Q&A: Lucian Matis, the guy who designed Sophie Trudeau’s White House wardrobe
Fashion designer Lucian Matis rose to national prominence in an instant on Thursday, when Sophie Grégoire-Trudeau wore two of his designs during her first official visit to Washington: a red and fuchsia floral dress during the day and a beaded purple gown for a state dinner in the evening. The Romanian-Canadian moved to Toronto in 1999, and studied fashion at Ryerson. We spoke to him this morning about how he earned his place in Canada’s most obsessed-over wardrobe.
You’re the most talked about designer in Canada this morning. What does that feel like?

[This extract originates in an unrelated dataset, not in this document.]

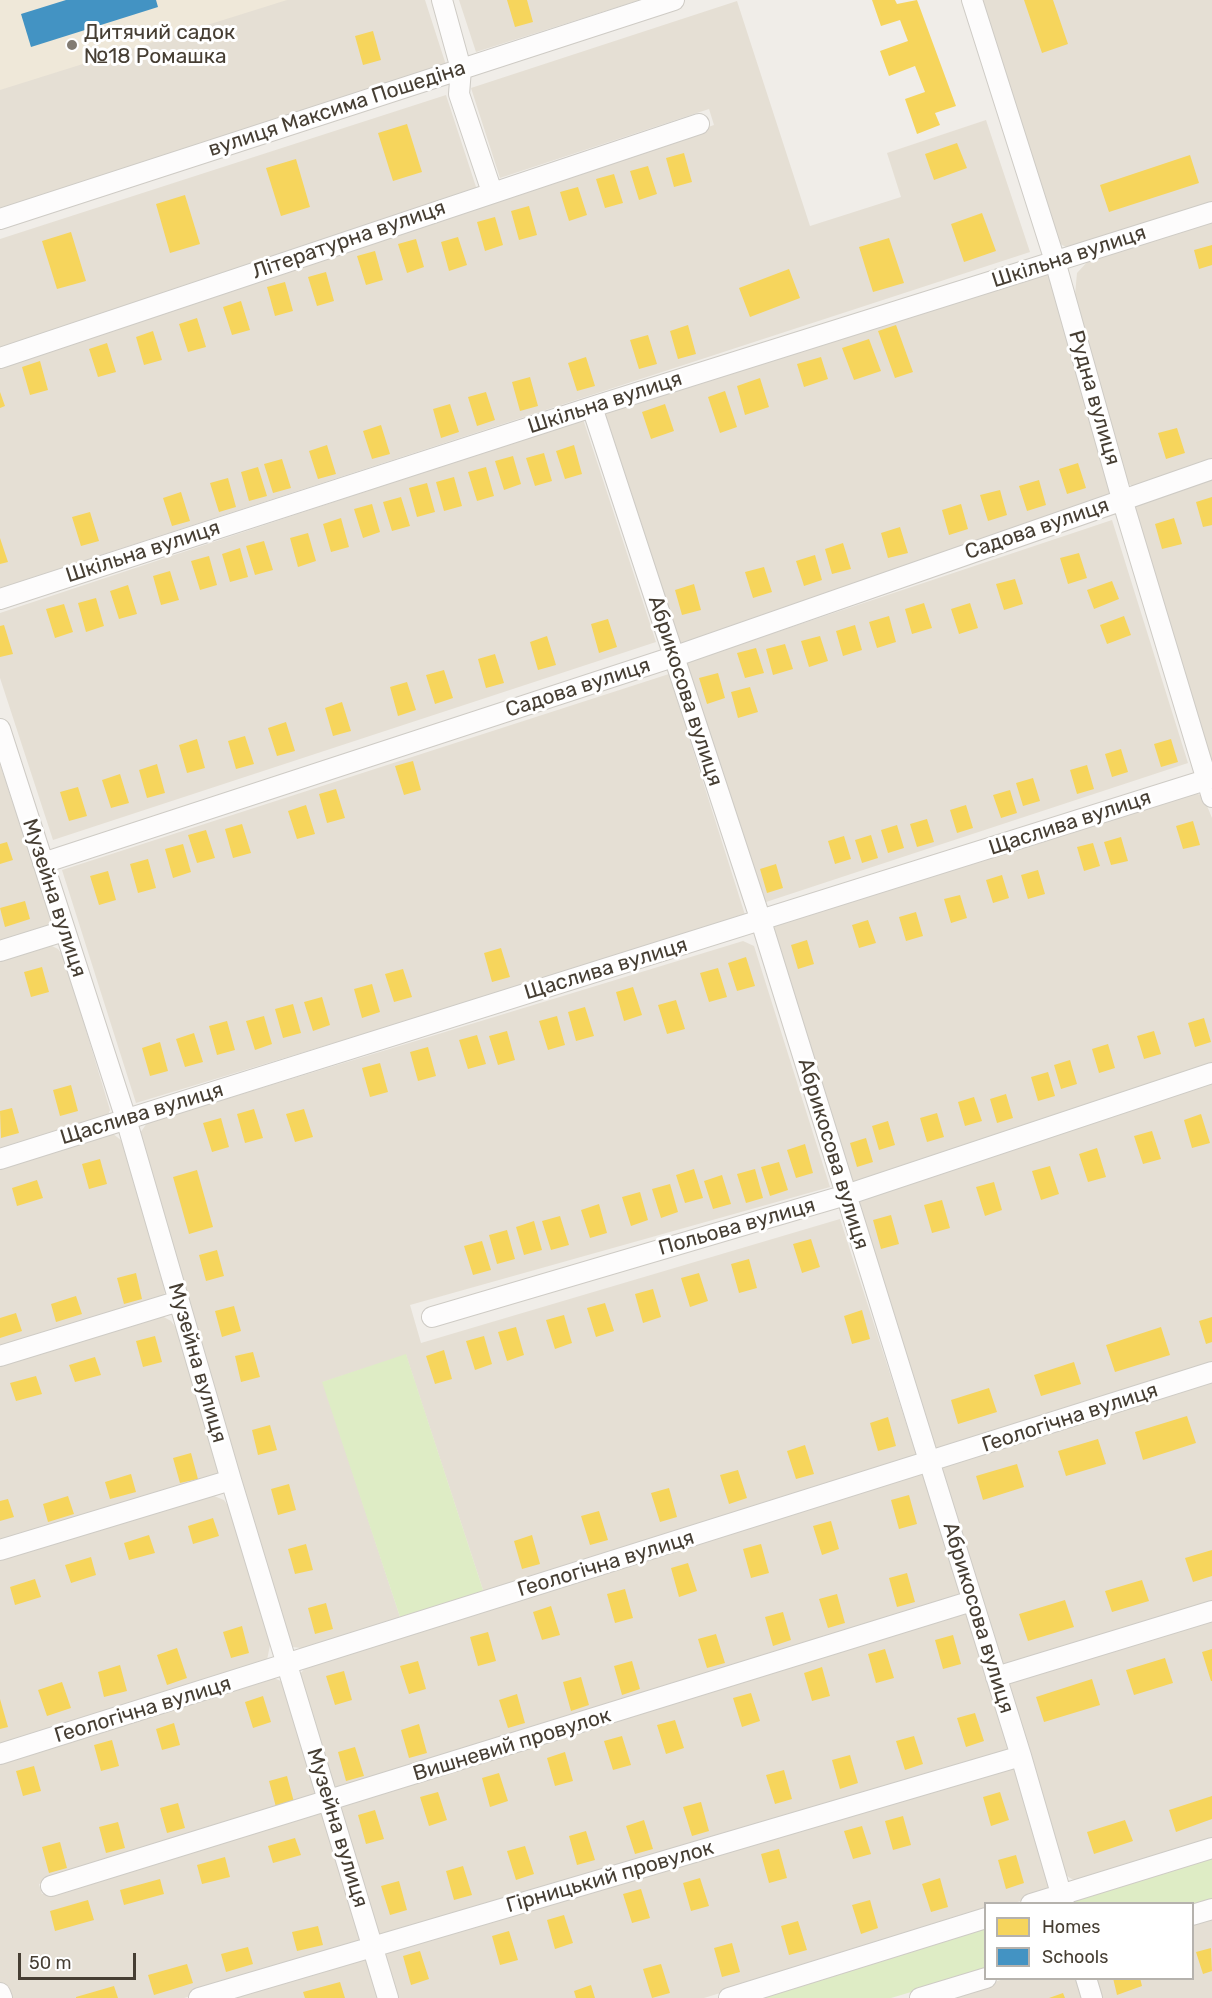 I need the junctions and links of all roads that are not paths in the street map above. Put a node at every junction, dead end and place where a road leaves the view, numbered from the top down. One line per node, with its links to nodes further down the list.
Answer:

It feels a little bit surreal. We knew Sophie would be wearing our gown during the evening, but we didn’t know she would also wear one of our dresses during the day. We were taken by surprise. I woke this morning to being on the cover of Metro. The day before we were on the cover of the Star. And then we were being talked about in the New York Times. At one point there were four news trucks parked outside our offices. Our landlord came over to see what was going on. He thought there had been a crime.

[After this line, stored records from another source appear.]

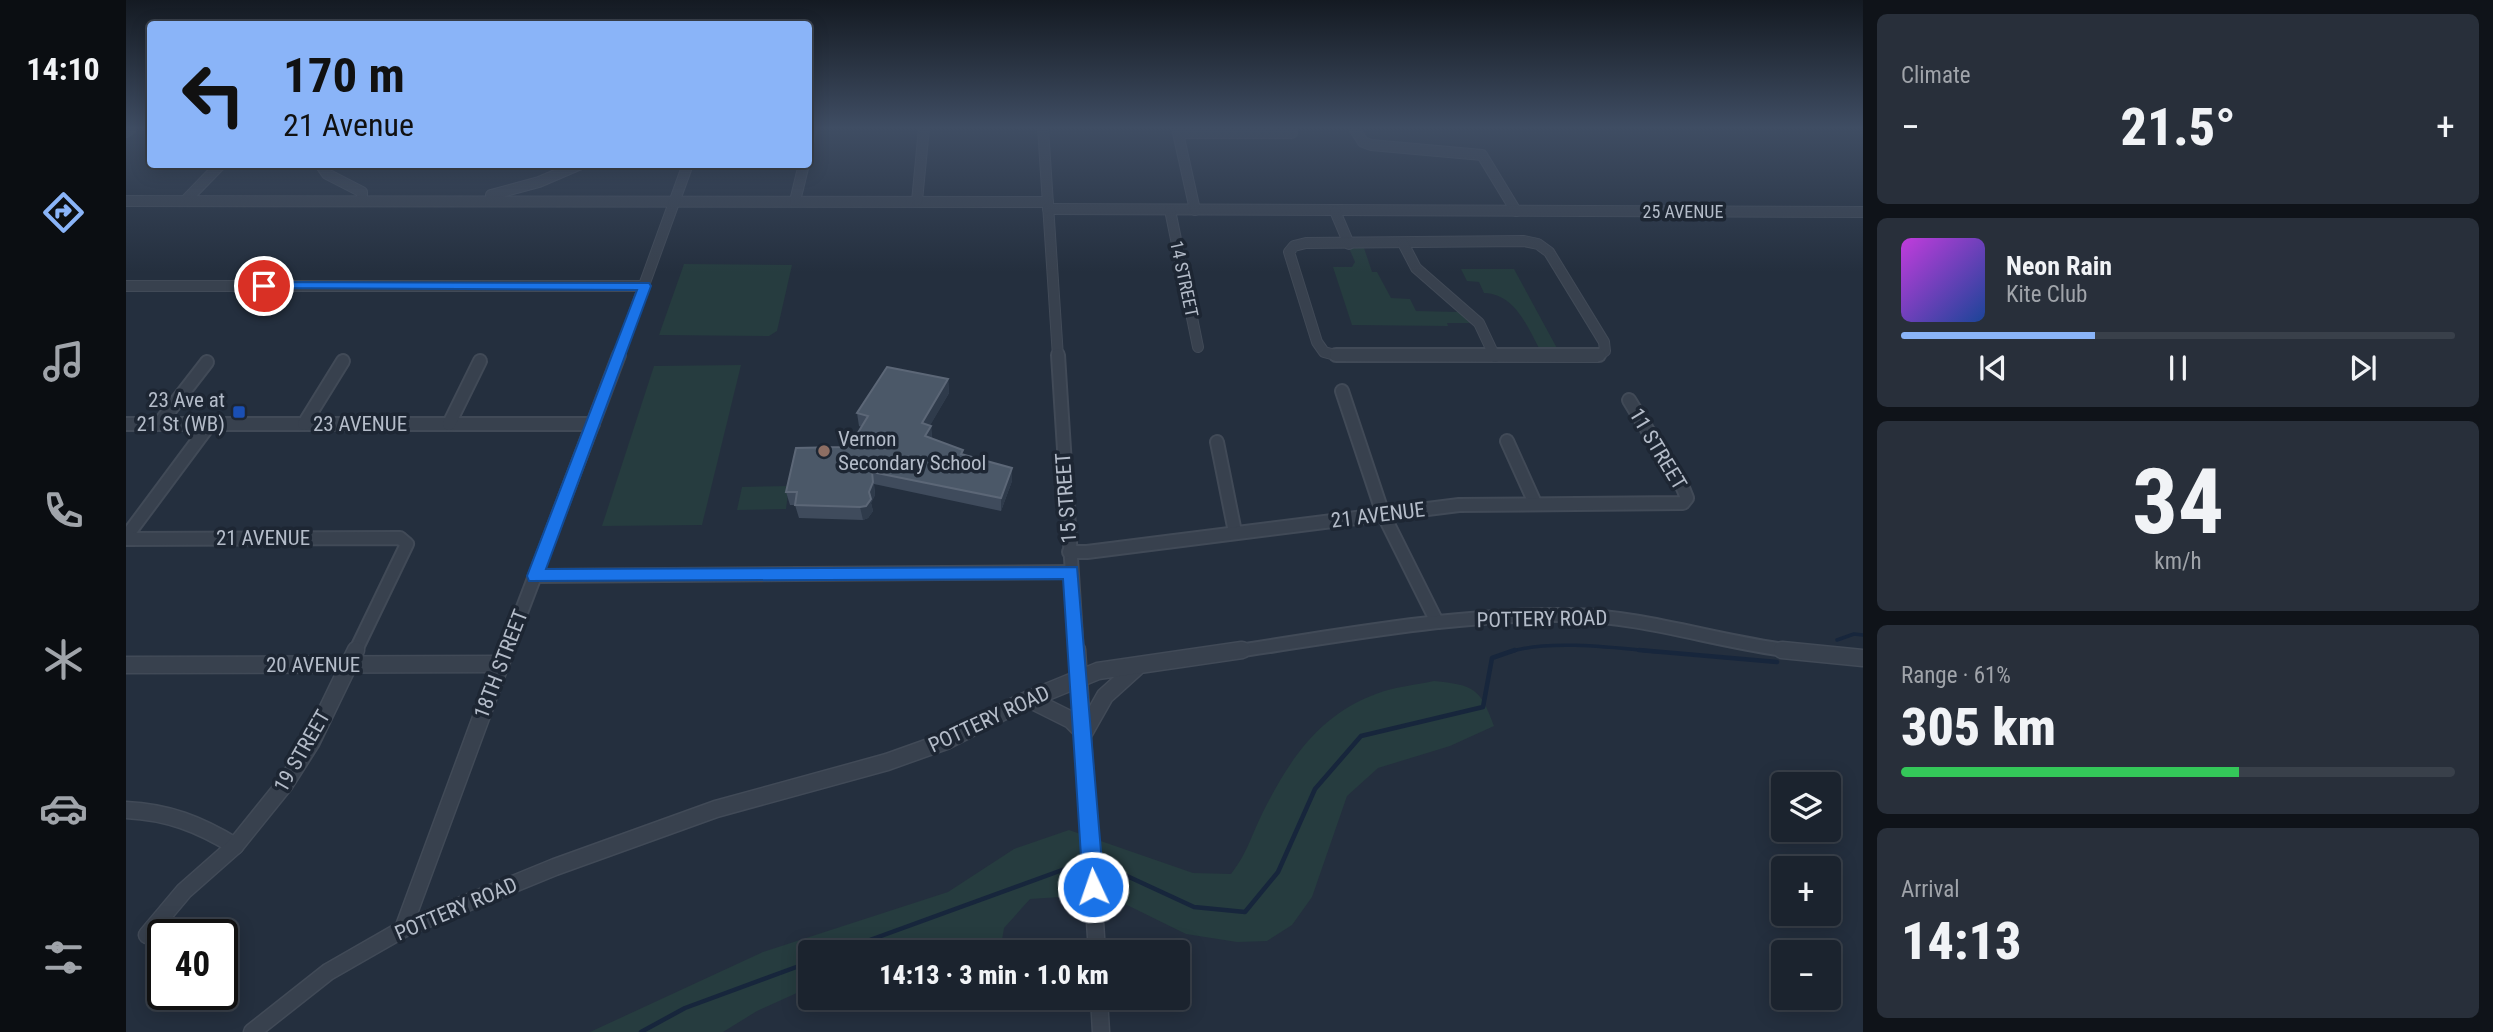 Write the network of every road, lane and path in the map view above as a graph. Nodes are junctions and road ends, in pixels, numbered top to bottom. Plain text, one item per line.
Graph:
1 (209, 176) edge
2 (331, 176) edge
3 (553, 176) edge
4 (684, 176) edge
5 (801, 176) edge
6 (919, 176) edge
7 (1046, 176) edge
8 (1188, 176) edge
9 (1495, 176) edge
10 (186, 200) junction
11 (362, 200) junction
12 (482, 200) junction
13 (675, 200) junction
14 (126, 201) edge
15 (795, 201) junction
16 (917, 201) junction
17 (1048, 206) junction
18 (1170, 210) junction
19 (1195, 210) junction
20 (1335, 211) junction
21 (1516, 211) junction
22 (1863, 212) edge
23 (1403, 243) junction
24 (1349, 244) junction
25 (126, 286) edge
26 (645, 286) junction
27 (1198, 347) dead end
28 (1495, 357) junction
29 (343, 361) dead end
30 (480, 361) dead end
31 (207, 362) dead end
32 (1342, 390) dead end
33 (1629, 400) dead end
34 (126, 424) edge
35 (159, 424) junction
36 (210, 424) junction
37 (304, 424) junction
38 (449, 424) junction
39 (593, 424) junction
40 (1507, 441) dead end
41 (1217, 442) dead end
42 (1687, 498) joint
43 (1535, 503) junction
44 (1383, 514) junction
45 (1236, 532) junction
46 (126, 538) edge
47 (400, 538) joint
48 (1069, 552) junction
49 (1071, 572) junction
50 (535, 576) junction
51 (1437, 622) junction
52 (1863, 658) edge
53 (501, 664) junction
54 (126, 665) edge
55 (349, 665) junction
56 (1141, 665) junction
57 (1080, 677) junction
58 (1028, 699) junction
59 (1084, 733) junction
60 (126, 810) edge
61 (235, 846) junction
62 (160, 919) edge
63 (404, 929) junction
64 (1096, 940) edge
65 (1100, 1010) edge
66 (251, 1032) edge
67 (1101, 1032) edge

1 - 10 street
2 - 11 street
3 - 12 street
4 - 13 street, 18TH STREET
5 - 15 street
6 - 16 street
7 - 17 street, 15 STREET
8 - 19 street, 14 STREET
9 - 21 street
10 - 11 street, 25 AVENUE
10 - 14 street, 25 AVENUE
11 - 12 street, 25 AVENUE
12 - 13 street, 25 AVENUE
13 - 15 street, 25 AVENUE
13 - 26 street, 18TH STREET
15 - 16 street, 25 AVENUE
16 - 17 street, 25 AVENUE
17 - 18 street, 25 AVENUE
17 - 48 street, 15 STREET
18 - 19 street, 25 AVENUE
18 - 27 street, 14 STREET
19 - 20 street, 25 AVENUE
20 - 21 street, 25 AVENUE
20 - 24 street
21 - 22 street, 25 AVENUE
23 - 24 street
23 - 28 street
23 - 28 street
24 - 28 street
25 - 26 street
26 - 39 street, 18TH STREET
29 - 37 street
30 - 38 street
31 - 35 street
32 - 44 street
33 - 42 street, 11 STREET
34 - 35 street, 23 AVENUE
35 - 36 street, 23 AVENUE
36 - 37 street, 23 AVENUE
36 - 46 street
37 - 38 street, 23 AVENUE
38 - 39 street, 23 AVENUE
39 - 50 street, 18TH STREET
40 - 43 street
41 - 45 street
42 - 43 street, 21 AVENUE
43 - 44 street, 21 AVENUE
44 - 45 street, 21 AVENUE
44 - 51 street
45 - 48 street, 21 AVENUE
46 - 47 street, 21 AVENUE
47 - 55 street, 19 STREET
48 - 49 street, 15 STREET
49 - 50 street
49 - 57 street, 15 STREET
50 - 53 street, 18TH STREET
51 - 52 street, POTTERY ROAD
51 - 56 street, POTTERY ROAD
53 - 55 street, 20 AVENUE
53 - 63 street, 18TH STREET
54 - 55 street, 20 AVENUE
55 - 61 street, 19 STREET
56 - 57 street, POTTERY ROAD
56 - 59 street
57 - 58 street, POTTERY ROAD
57 - 59 street, 15 STREET
58 - 59 street
58 - 63 street, POTTERY ROAD
59 - 64 street, 15 STREET
60 - 61 street
61 - 62 street, 19 STREET
63 - 66 street, POTTERY ROAD
65 - 67 street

How did this fashion partnership come to pass? Did the Trudeaus reach out to you directly?
About a month ago I was contacted by Jessica Mulroney, who is Sophie’s stylist. She requested several garments. I didn’t realize it was for the White House. I would have thought she would do something custom for that occasion. In any case, we sent the garments to Ottawa, and then we had a fitting here in Toronto. I grabbed a few other garments to provide a possible daywear look. The red dress was actually something I grabbed off my desk on the way out the door.
Why do you think the purple beaded gown was a good choice for a state dinner?
The dress is very classy. Elegant, but not too stylish, or high-end, or unapproachable. It isn’t a trendy piece. It’s not the kind of thing where you would look back and think, “What was I thinking?” Plus, those bright colours photograph so well.
You met Sophie face to face. Tell me something about her that hasn’t been published in one hundred newspapers.
She is more beautiful in person. She is just—the word I keep using is effervescent. The fitting was very low-key and very fast. I thought we would be there for about three hours, but we were only there for one. We brought twenty samples with us, and as I would bring things out she would say, “Oh, not this cut. Not that neckline.” She really knows what works on her. I’m a first-generation Canadian, so we talked about where I come from, and how I ended up coming to Canada to study fashion.
You mentioned that she didn’t wear a custom-made dress, but instead opted for off-the-rack. Does that send any particular message?
The fact that she can just take a dress from a collection shows that she is very down to earth. Even on glamourous occasions, she’s still focused on being practical, approachable.
What does this kind of exposure mean for a relatively unknown designer?
To be on the international stage, to have everyone paying attention—that is what our brand really needed. Advertising costs a lot of money, and the Trudeaus are the biggest couple in the world. Everyone loves them. We’ve already had calls and orders for both dresses in the tens, if not the hundreds. And I think that’s only going to continue. It really is just amazing.